Human error is among the top reasons for traffic accidents. In Herbert Diess’ view, self-driving cars must perform 100 to 1,000 times better than humans to gain societal acceptance. “A ratio of ten-to-one is nowhere near good enough. We have approximately 3,200 traffic fatalities in Germany each year. It would be a disaster if we had even 320 deaths due to driverless cars.”

The race is on

Waymo, a subsidiary of Google, has achieved a one-to-two-year lead in key technologies such as artificial intelligence. “But we are determined to catch up. The game is not over yet,” emphasizes Herbert Diess. Volkswagen is working on autonomous driving in Munich, the US West Coast and soon in China as well. The Volkswagen Group is investing around EUR 44 billion by 2023 in the paradigm shift toward electric mobility and fully networked, self-driving cars. Partnerships play an important role in this transformation. For example, Volkswagen is joining Mobileye and Champion Motors to develop the first ride-hailing service with driverless cars in Israel starting in 2019. In addition, Volkswagen is also a new partner in the Chinese technology platform Apollo. The consortium founded by Internet company Baidu develops technologies for autonomous driving.

Europe at a disadvantage

Germany lacks heavy-weight software companies and semi-conductor manufacturers, Diess says. It’s different in the United States and China: “There are high-tech companies there, major software developers, that possess the necessary capital for technologies like autonomous driving.” These firms often work together. For this reason, the Volkswagen chief is pleased that the German federal government aims to actively promote the development of artificial intelligence.

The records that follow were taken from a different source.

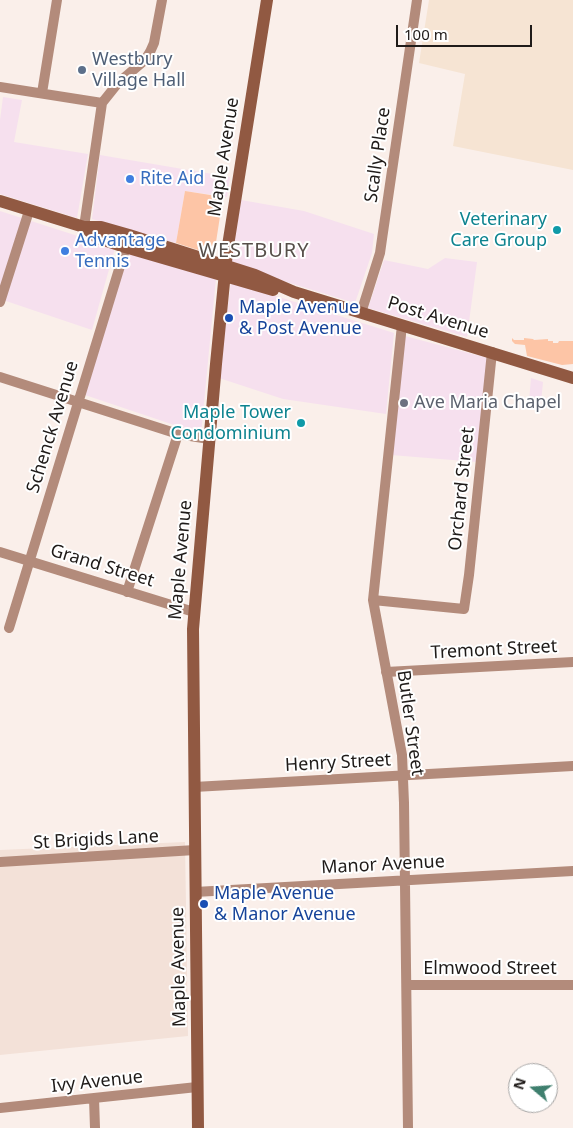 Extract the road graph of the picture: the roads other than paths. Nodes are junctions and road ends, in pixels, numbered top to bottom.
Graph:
1 (57, 0) edge
2 (162, 0) edge
3 (267, 0) edge
4 (417, 0) edge
5 (0, 87) edge
6 (42, 94) junction
7 (102, 103) junction
8 (0, 201) edge
9 (29, 210) junction
10 (84, 227) junction
11 (127, 241) junction
12 (225, 272) junction
13 (0, 302) edge
14 (362, 313) junction
15 (402, 325) junction
16 (492, 352) junction
17 (0, 377) edge
18 (573, 378) edge
19 (78, 402) junction
20 (178, 434) junction
21 (209, 439) junction
22 (0, 552) edge
23 (28, 560) junction
24 (128, 592) junction
25 (373, 600) junction
26 (194, 612) junction
27 (9, 628) dead end
28 (573, 662) edge
29 (386, 672) junction
30 (573, 766) edge
31 (402, 776) junction
32 (194, 787) junction
33 (195, 850) junction
34 (0, 862) edge
35 (573, 871) edge
36 (405, 880) junction
37 (195, 892) junction
38 (573, 984) edge
39 (407, 985) junction
40 (197, 1088) junction
41 (94, 1098) junction
42 (0, 1108) edge
43 (95, 1128) edge
44 (198, 1128) edge
45 (408, 1128) edge

1 - 6 street
2 - 7 street
3 - 12 main road, Maple Avenue
4 - 14 street, Scally Place
5 - 6 street
6 - 7 street
7 - 10 street
8 - 9 main road, Post Avenue
9 - 10 main road, Post Avenue
9 - 13 street
10 - 11 main road, Post Avenue
11 - 12 main road, Post Avenue
11 - 19 street, Schenck Avenue
12 - 14 main road, Post Avenue
12 - 21 main road, Maple Avenue
14 - 15 main road, Post Avenue
15 - 16 main road, Post Avenue
15 - 25 street, Butler Street
16 - 18 main road, Post Avenue
16 - 25 street, Orchard Street
17 - 19 street
19 - 20 street
19 - 23 street, Schenck Avenue
20 - 21 street
20 - 24 street
21 - 26 main road, Maple Avenue
22 - 23 street, Grand Street
23 - 24 street, Grand Street
23 - 27 street, Schenck Avenue
24 - 26 street, Grand Street
25 - 29 street, Butler Street
26 - 32 main road, Maple Avenue
28 - 29 street, Tremont Street
29 - 31 street, Butler Street
30 - 31 street, Henry Street
31 - 32 street, Henry Street
31 - 36 street, Butler Street
32 - 33 main road, Maple Avenue
33 - 34 street, St Brigids Lane
33 - 37 main road, Maple Avenue
35 - 36 street, Manor Avenue
36 - 37 street, Manor Avenue
36 - 39 street, Butler Street
37 - 40 main road, Maple Avenue
38 - 39 street, Elmwood Street
39 - 45 street, Butler Street
40 - 41 street, Ivy Avenue
40 - 44 main road, Maple Avenue
41 - 42 street, Ivy Avenue
41 - 43 street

Volkswagen: more than just hardware

Herbert Diess states clearly that Volkswagen will be a key player in the software required for self-driving cars as well: “It’s the ‘brain’ of a driverless car, so these have to be our own systems.” The conditions for this are good. According to Diess, “A vehicle already contains a huge amount of programming. We are already experts.” In the future, likely starting in 2020, cars will independently download updates from the cloud. “We have to obtain the technologies for this in China or from the US West Coast if we don't have the capacity ourselves.” 

Driving experience still important

Thanks to renewable energies, driving will soon be completely emissions-free, and autonomous driving will make it safer. “On the other hand, cities are becoming ever more crowded. That’s why we will spend more time in cars,” explains Diess. People can use their time in self-driving cars differently than they do when driving today, for example, to communicate with friends or to get work done. For this reason, people will continue to value comfort and outstanding design, the CEO expects. According to Diess, “You will want a car to yourself that provides you with private space and comfort.”

The cars of the future must above all be driverless, electric and safe. CEO Herbert Diess, here with the ID. family* from Volkswagen, says: “People will want a car to themselves that provides them with private space and comfort.”